# Exercise requirements:
Reproduce the whole listing, keeping each word unchanged.

+ + + + +

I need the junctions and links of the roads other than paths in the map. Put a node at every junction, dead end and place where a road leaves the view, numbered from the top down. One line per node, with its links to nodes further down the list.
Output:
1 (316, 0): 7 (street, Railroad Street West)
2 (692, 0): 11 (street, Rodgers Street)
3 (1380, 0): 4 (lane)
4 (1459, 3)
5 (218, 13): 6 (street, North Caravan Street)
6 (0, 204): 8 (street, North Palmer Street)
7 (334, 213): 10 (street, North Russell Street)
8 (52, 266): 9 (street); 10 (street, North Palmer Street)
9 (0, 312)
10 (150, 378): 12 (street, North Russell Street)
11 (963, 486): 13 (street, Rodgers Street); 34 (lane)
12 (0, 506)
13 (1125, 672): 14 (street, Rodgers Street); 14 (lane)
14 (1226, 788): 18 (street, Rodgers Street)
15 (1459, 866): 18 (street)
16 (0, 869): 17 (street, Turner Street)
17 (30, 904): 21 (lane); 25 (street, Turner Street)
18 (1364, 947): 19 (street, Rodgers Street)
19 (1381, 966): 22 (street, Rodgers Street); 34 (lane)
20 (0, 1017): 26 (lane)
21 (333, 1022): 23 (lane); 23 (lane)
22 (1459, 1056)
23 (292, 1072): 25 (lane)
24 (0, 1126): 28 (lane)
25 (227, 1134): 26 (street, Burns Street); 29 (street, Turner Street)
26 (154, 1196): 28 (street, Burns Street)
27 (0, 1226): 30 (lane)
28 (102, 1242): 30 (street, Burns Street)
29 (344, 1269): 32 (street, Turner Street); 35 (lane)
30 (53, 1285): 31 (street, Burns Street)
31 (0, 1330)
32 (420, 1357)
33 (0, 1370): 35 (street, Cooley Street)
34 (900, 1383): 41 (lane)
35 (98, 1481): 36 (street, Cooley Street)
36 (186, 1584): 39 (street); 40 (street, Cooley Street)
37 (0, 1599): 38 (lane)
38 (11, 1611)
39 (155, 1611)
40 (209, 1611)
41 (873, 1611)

+ + + + +

# Solution for this exercise:
I need the junctions and links of the roads other than paths in the map. Put a node at every junction, dead end and place where a road leaves the view, numbered from the top down. One line per node, with its links to nodes further down the list.
Output:
1 (316, 0): 7 (street, Railroad Street West)
2 (692, 0): 11 (street, Rodgers Street)
3 (1380, 0): 4 (lane)
4 (1459, 3)
5 (218, 13): 6 (street, North Caravan Street)
6 (0, 204): 8 (street, North Palmer Street)
7 (334, 213): 10 (street, North Russell Street)
8 (52, 266): 9 (street); 10 (street, North Palmer Street)
9 (0, 312)
10 (150, 378): 12 (street, North Russell Street)
11 (963, 486): 13 (street, Rodgers Street); 34 (lane)
12 (0, 506)
13 (1125, 672): 14 (street, Rodgers Street); 14 (lane)
14 (1226, 788): 18 (street, Rodgers Street)
15 (1459, 866): 18 (street)
16 (0, 869): 17 (street, Turner Street)
17 (30, 904): 21 (lane); 25 (street, Turner Street)
18 (1364, 947): 19 (street, Rodgers Street)
19 (1381, 966): 22 (street, Rodgers Street); 34 (lane)
20 (0, 1017): 26 (lane)
21 (333, 1022): 23 (lane); 23 (lane)
22 (1459, 1056)
23 (292, 1072): 25 (lane)
24 (0, 1126): 28 (lane)
25 (227, 1134): 26 (street, Burns Street); 29 (street, Turner Street)
26 (154, 1196): 28 (street, Burns Street)
27 (0, 1226): 30 (lane)
28 (102, 1242): 30 (street, Burns Street)
29 (344, 1269): 32 (street, Turner Street); 35 (lane)
30 (53, 1285): 31 (street, Burns Street)
31 (0, 1330)
32 (420, 1357)
33 (0, 1370): 35 (street, Cooley Street)
34 (900, 1383): 41 (lane)
35 (98, 1481): 36 (street, Cooley Street)
36 (186, 1584): 39 (street); 40 (street, Cooley Street)
37 (0, 1599): 38 (lane)
38 (11, 1611)
39 (155, 1611)
40 (209, 1611)
41 (873, 1611)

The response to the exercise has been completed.